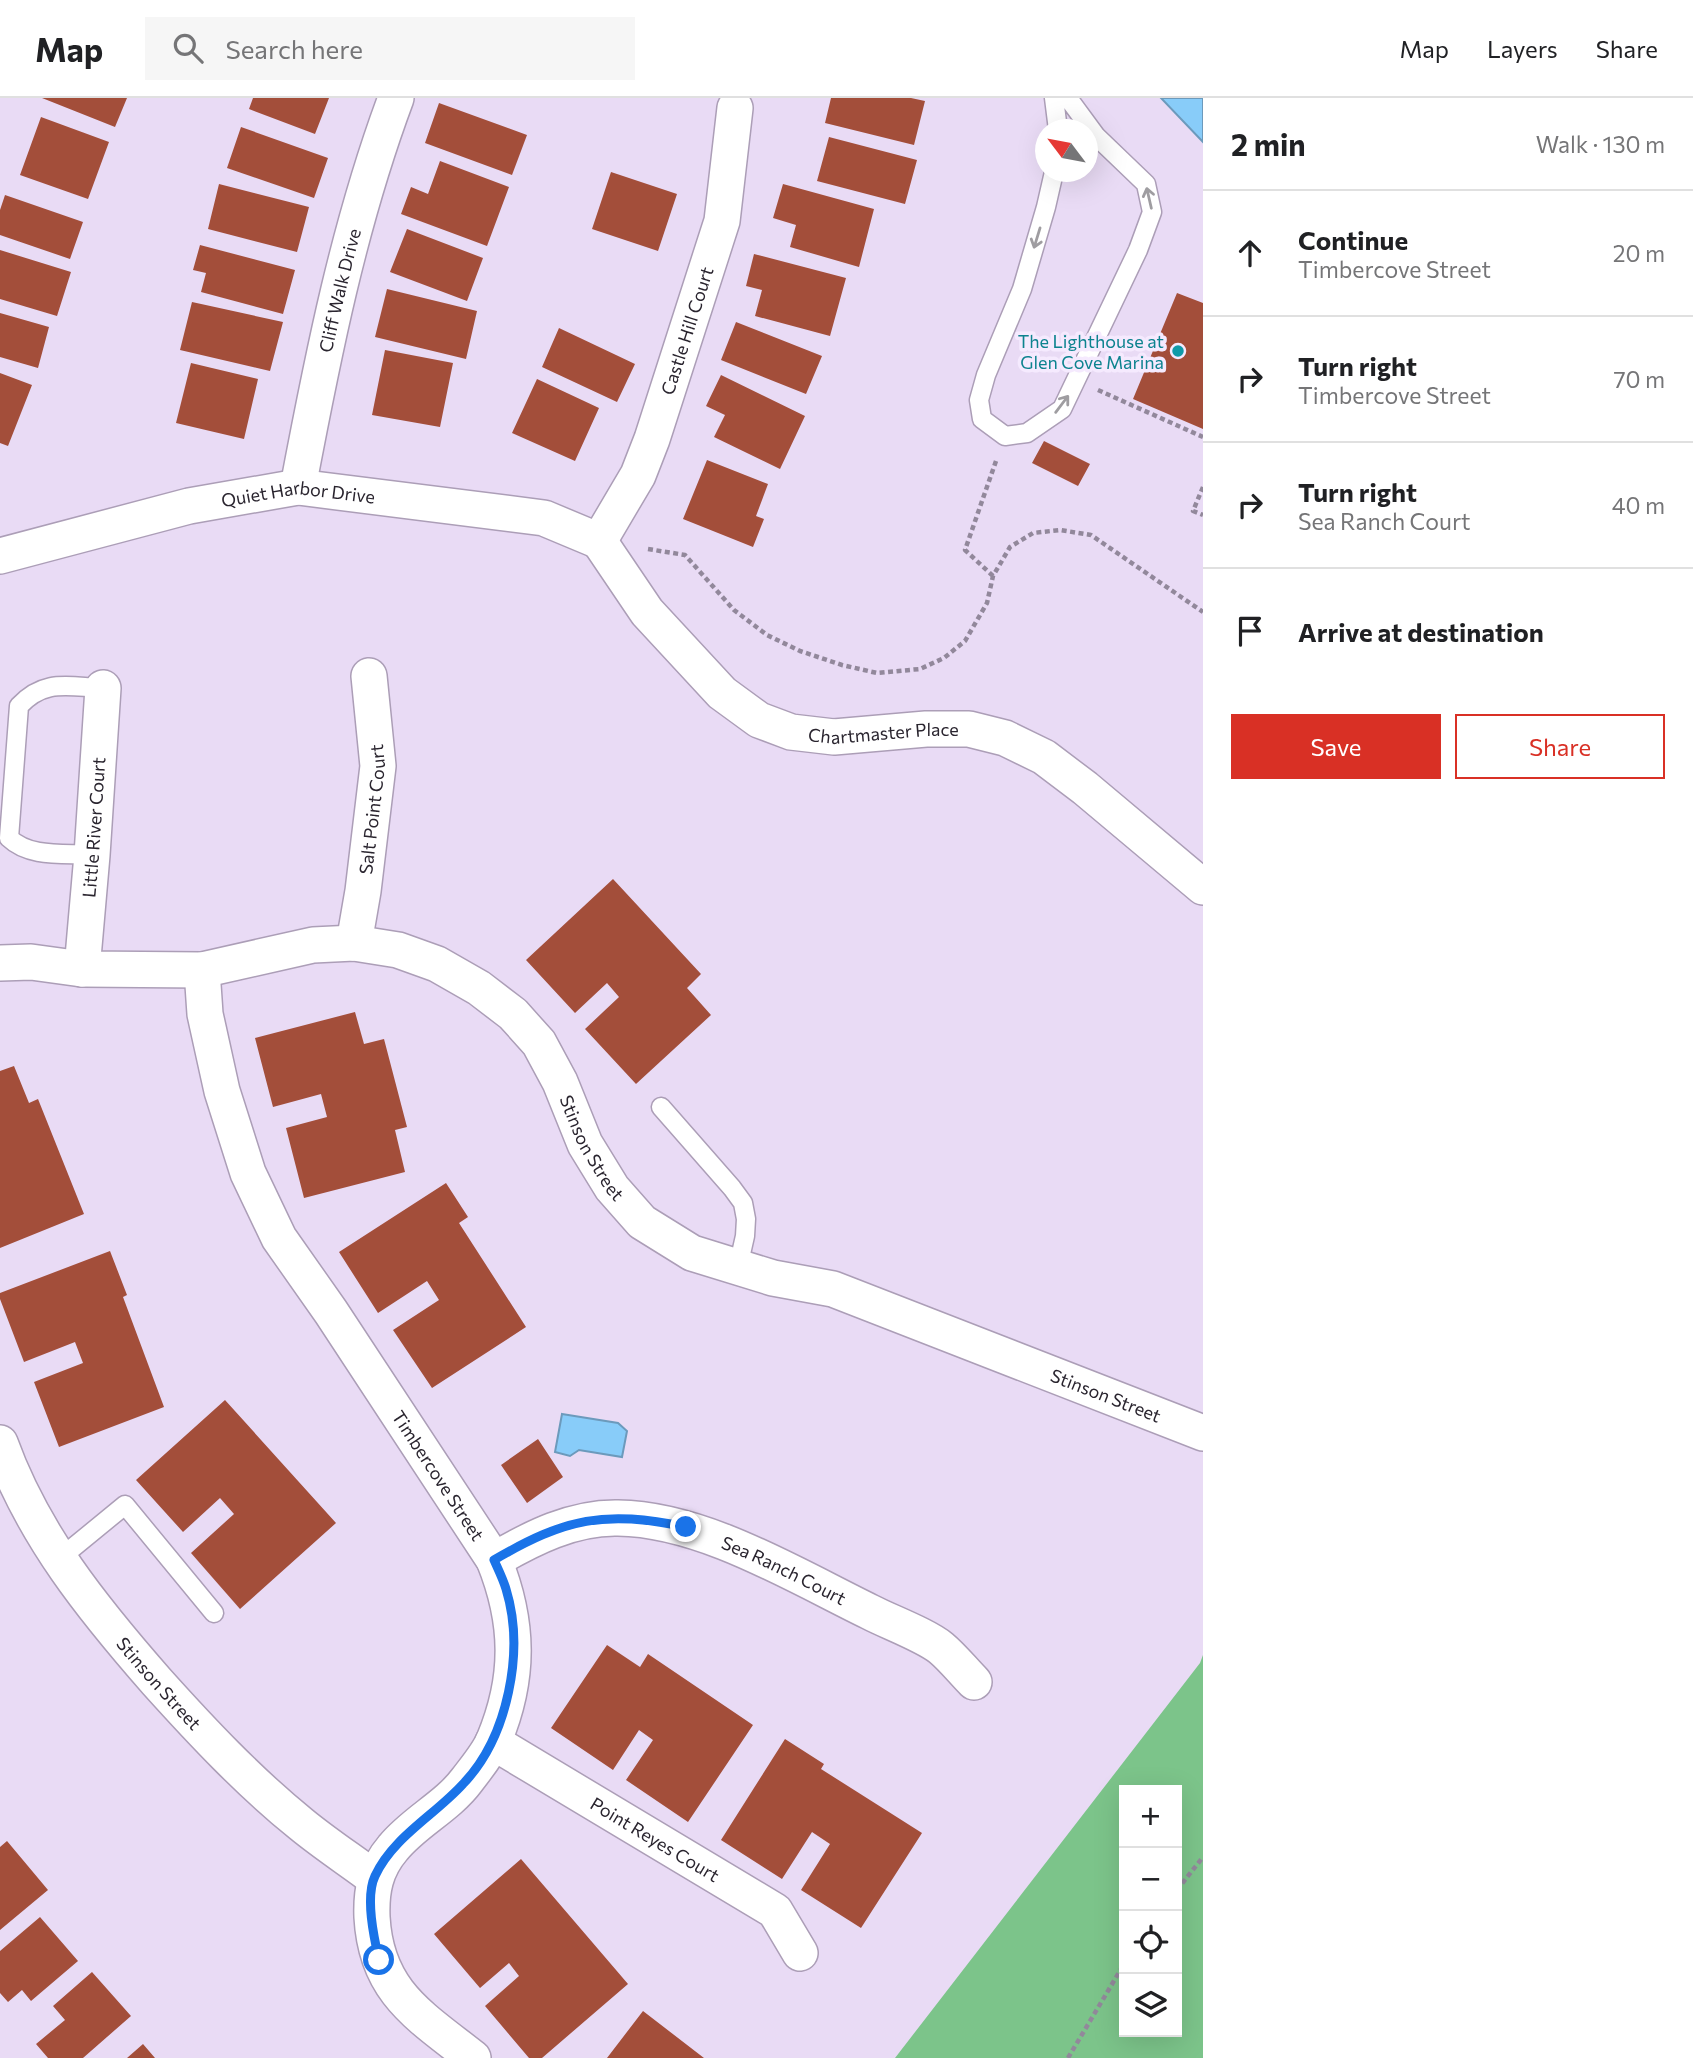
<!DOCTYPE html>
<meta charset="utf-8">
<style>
body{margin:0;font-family:Commissioner,sans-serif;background:#f6f6f6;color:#202124}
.controls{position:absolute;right:21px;bottom:21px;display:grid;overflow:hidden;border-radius:0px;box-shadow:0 7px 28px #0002}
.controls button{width:63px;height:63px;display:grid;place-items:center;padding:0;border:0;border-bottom:2px solid #e0e0e0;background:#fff;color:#202124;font:35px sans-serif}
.compass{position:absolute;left:1035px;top:21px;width:63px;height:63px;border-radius:50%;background:#fff;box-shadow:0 7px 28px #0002;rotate:302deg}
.stop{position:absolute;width:21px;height:21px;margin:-16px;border:5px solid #1a73e8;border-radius:50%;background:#fff}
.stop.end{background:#1a73e8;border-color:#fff;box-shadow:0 2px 7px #0008}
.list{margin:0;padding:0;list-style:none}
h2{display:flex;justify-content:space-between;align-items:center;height:91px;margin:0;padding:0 28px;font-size:30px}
h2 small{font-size:23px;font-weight:400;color:#757577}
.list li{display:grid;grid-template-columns:46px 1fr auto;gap:21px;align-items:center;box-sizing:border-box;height:126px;padding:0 28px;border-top:2px solid #e0e0e0}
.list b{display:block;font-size:26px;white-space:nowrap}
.list p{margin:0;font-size:23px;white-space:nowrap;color:#757577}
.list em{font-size:23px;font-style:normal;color:#757577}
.actions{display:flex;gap:14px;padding:21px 28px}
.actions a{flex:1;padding:16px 0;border:2px solid #d93025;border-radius:0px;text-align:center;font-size:24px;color:#d93025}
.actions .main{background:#d93025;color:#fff}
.icon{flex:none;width:38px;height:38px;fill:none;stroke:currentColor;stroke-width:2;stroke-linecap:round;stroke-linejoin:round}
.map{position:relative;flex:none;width:1203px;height:1960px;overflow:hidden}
header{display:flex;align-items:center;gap:42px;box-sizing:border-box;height:98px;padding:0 35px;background:#fff;border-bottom:2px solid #e0e0e0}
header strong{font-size:33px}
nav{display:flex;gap:38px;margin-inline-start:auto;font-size:24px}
.search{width:490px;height:63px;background:#f6f6f6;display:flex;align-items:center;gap:18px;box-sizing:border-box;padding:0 24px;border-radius:0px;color:#757577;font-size:26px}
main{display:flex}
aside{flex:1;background:#fff}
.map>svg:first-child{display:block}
</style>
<header>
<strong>Map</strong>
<div class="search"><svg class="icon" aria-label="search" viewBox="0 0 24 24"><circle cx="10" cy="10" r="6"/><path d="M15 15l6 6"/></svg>Search here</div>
<nav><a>Map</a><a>Layers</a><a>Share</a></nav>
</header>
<main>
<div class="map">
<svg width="1203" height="1960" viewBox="0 0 1203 1960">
<rect width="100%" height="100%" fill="#e9dbf5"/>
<!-- green -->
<path fill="#7cc48a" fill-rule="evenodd" d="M1203,1557v403h-308l305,-395zM1124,1692h53v242h-53z"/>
<!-- water -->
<path fill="#88ccf9" stroke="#6c9abc" stroke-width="2" d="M1161,0h42v44z
M562,1316l56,9 9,8 -5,26 -43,-7 -9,6 -15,-4z"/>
<!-- building -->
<path fill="#a34e3a" d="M42,0h85l-12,29z
M253,0h76l-14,36 -66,-25z
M831,0h80l14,3 -11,44 -89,-22z
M439,5l88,32 -15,40 -87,-32z
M41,19l68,25 -21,57 -68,-24z
M241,29l87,31 -14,40 -87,-30z
M829,39l88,23 -12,44 -88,-23z
M440,63l69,26 -22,59 -86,-32 10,-27 17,7z
M611,74l66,22 -19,57 -66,-22z
M219,86l90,23 -12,45 -89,-23z
M783,86l91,25 -15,58 -69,-20 6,-22 -23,-7z
M5,97l78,27 -13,37 -70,-24v-25z
M407,131l76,29 -16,43 -77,-29z
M200,147l95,25 -12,44 -82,-22 5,-19 -13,-3z
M0,152l71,22 -14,44 -57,-17z
M754,156l92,24 -16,58 -75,-20 7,-26 -16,-4z
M387,191l90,22 -11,48 -91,-22z
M1177,195l26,10v126l-70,-30z
M192,204l91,20 -13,49 -90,-21z
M0,215l49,14 -11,41 -38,-11z
M736,224l86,34 -16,38 -85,-34z
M559,230l76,36 -18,38 -75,-35z
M385,252l68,13 -13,64 -68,-12z
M191,265l67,16 -14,60 -68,-16z
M0,275l32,12 -24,61 -8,-3z
M721,277l84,41 -25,53 -66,-32 11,-22 -19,-9z
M537,281l62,29 -24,53 -63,-28z
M1044,343l46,23 -12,22 -46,-23z
M707,362l61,24 -12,32 8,3 -11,28 -70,-28z
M613,781l88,95 -14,14 24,27 -75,69 -51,-55 34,-32 -12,-14 -32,30 -49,-53z
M355,914l9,32 20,-5 23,88 -12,3 10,42 -101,26 -18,-70 41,-11 -6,-23 -48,13 -18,-69z
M14,968l15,37 9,-4 46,115 -84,34v-177z
M446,1085l22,34 -9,6 67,104 -94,61 -39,-58 46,-30 -12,-19 -49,32 -39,-61z
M110,1153l17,44 -4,2 41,110 -105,40 -25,-65 49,-19 -8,-21 -51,20 -24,-63v-6z
M225,1302l111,123 -96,86 -49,-56 43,-39 -14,-16 -37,34 -47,-52z
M538,1341l25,38 -36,26 -26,-38z
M607,1547l33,22 8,-13 105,71 -65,97 -62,-42 27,-40 -14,-10 -26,40 -62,-42z
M785,1641l39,25 -3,5 101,64 -61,95 -60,-38 29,-46 -18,-12 -30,47 -61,-39z
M7,1743l41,49 -48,40v-83z
M521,1761l107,125 -86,74h-13l-44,-52 34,-30 -10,-13 -29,25 -46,-54z
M40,1819l38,44 -47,40 -9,-11 -14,12 -8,-9v-42z
M92,1874l39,44 -48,42h-35l-12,-14 29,-24 -12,-14z
M643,1913l61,47h-97z
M143,1946l12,14h-28z"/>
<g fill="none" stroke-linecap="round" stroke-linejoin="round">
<defs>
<path id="lane" d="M1054,0l4,32
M1054,74l-8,35 -24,82 -36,86 -7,25 3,19 23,17 22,-3 35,-24 76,-159 14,-38 -6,-28 -50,-48 -28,-38
M92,757c-28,-2 -62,3 -83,-17l10,-132c26,-28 50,-19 84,-18
M661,1009l71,81 11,15 3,16 -1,17 -7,31
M59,1461l66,-54 89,108"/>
<g id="street">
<path id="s1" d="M298,389c25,-132 51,-263 98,-389"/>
<path id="s2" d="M599,443l48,71 75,81 37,27 32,12 43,5 92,-8h43l36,9 39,19 41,31 118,99"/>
<path id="s3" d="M599,443l39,-66 14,-36 70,-218 13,-113"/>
<path id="s4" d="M0,458l189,-50 109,-19 246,31 55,23"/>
<path id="s5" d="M354,845l9,-52 15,-125 -9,-90"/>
<path id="s6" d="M0,865l31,-1 51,7 120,1 111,-25 41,-2 44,7 39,14 42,24 34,26 26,29 21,39 25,62 27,44 30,34 50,31 81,25 60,11 370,144"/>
<path id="s7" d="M82,871l10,-114 11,-167"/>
<path id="s8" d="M202,872l3,44 17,77 26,82 31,65 52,74 163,248c25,62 26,118 0,180 -6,14 -18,28 -27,40 -20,27 -53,42 -74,68 -18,21 -22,43 -21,69 4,75 48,99 101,141"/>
<path id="s9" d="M0,1345c33,92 93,166 157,239 45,50 92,100 144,142 23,19 49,36 73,54"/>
<path id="s10" d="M494,1462c38,-22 79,-43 124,-42 85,1 176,57 252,94 19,10 55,23 71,36 12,10 22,23 33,34"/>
<path id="s11" d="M493,1644l282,169 25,42"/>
</g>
</defs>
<!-- lane casing -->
<use href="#lane" stroke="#ac9eb7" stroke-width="21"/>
<!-- street casing -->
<use href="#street" stroke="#ac9eb7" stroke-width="38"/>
<!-- path -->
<path stroke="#92889b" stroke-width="4.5" stroke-dasharray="5 3.5" stroke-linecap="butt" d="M1098,292l105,47
M1203,389l-10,24 10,4
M648,451l37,6 49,55 33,25 33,16 42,14 35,8 43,-4 24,-11 21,-17 22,-38 6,-27 17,-29 23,-14 27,-3 31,5 112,77
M993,478l-28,-26 31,-89
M1177,1792l26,-33
M1068,1960l56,-94"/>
<!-- lane -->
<use href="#lane" stroke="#fff" stroke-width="18"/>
<!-- street -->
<use href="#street" stroke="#fff" stroke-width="35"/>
</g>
<!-- one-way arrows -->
<defs><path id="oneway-shaft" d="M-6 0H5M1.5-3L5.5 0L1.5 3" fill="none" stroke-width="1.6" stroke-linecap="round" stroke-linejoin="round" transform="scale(1.75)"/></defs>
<g stroke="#9f9da1">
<use href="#oneway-shaft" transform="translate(1149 100) rotate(-103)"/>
<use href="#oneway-shaft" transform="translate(1037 140) rotate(107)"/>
<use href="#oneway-shaft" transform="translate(1062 306) rotate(-53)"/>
</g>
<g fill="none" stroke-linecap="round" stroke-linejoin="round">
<!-- route -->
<path stroke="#1a73e8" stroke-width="9" d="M379,1862c-5,-22 -14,-63 -4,-84 18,-39 60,-61 88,-92 45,-47 62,-133 43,-195 -3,-10 -8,-20 -12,-29 72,-42 110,-50 192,-33"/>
</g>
<!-- markers -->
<circle fill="#0f9aa8" stroke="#f5eafe" stroke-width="2.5" cx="1178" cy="253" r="7"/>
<g text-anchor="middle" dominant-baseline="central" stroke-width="7" stroke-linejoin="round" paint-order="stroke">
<!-- street labels -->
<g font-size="18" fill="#2a252f" stroke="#f5eafe">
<text stroke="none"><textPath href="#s1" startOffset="201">Cliff Walk Drive</textPath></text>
<text stroke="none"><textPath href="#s3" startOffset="229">Castle Hill Court</textPath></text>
<text stroke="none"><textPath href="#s4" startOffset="306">Quiet Harbor Drive</textPath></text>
<text stroke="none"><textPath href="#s2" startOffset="369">Chartmaster Place</textPath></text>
<text stroke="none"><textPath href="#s5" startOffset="135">Salt Point Court</textPath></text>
<text stroke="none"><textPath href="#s7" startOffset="142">Little River Court</textPath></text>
<text stroke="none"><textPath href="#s6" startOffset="691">Stinson Street</textPath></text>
<text stroke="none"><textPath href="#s6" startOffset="1279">Stinson Street</textPath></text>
<text stroke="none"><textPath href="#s8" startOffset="567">Timbercove Street</textPath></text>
<text stroke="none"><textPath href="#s10" startOffset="308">Sea Ranch Court</textPath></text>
<text stroke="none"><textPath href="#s9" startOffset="290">Stinson Street</textPath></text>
<text stroke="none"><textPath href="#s11" startOffset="189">Point Reyes Court</textPath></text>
</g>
<!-- culture labels -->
<g font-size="18" fill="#0d838f" stroke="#f5eafe" text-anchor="end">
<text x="1164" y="243">The Lighthouse at<tspan x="1164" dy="21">Glen Cove Marina</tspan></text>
</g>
</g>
</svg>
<div class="controls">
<button>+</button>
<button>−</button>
<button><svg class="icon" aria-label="locate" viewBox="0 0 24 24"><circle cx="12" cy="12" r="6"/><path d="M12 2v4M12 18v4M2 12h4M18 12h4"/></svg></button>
<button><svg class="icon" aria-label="layers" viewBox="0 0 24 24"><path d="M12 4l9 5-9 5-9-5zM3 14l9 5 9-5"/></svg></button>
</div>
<svg class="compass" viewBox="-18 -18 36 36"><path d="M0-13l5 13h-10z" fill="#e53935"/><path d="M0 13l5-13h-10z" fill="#757577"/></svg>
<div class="stop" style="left:379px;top:1862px"></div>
<div class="stop end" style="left:686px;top:1429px"></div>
</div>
<aside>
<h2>2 min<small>Walk · 130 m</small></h2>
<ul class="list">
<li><svg class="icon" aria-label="ahead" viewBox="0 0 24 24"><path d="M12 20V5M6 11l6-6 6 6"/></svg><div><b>Continue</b><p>Timbercove Street</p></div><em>20 m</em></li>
<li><svg class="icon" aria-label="right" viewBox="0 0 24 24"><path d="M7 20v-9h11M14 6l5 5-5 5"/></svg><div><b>Turn right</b><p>Timbercove Street</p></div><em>70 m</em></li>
<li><svg class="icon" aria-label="right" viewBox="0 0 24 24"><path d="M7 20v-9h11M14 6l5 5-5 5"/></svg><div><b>Turn right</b><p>Sea Ranch Court</p></div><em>40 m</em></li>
<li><svg class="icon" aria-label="arrive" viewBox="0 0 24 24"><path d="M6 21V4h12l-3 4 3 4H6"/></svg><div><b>Arrive at destination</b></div></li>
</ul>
<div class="actions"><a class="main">Save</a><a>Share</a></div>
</aside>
</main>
•••
**Problem to solve**
From the listing above, collect each line in which the string "shadow" appears.

**Result below**
.controls{position:absolute;right:21px;bottom:21px;display:grid;overflow:hidden;border-radius:0px;box-shadow:0 7px 28px #0002}
.compass{position:absolute;left:1035px;top:21px;width:63px;height:63px;border-radius:50%;background:#fff;box-shadow:0 7px 28px #0002;rotate:302deg}
.stop.end{background:#1a73e8;border-color:#fff;box-shadow:0 2px 7px #0008}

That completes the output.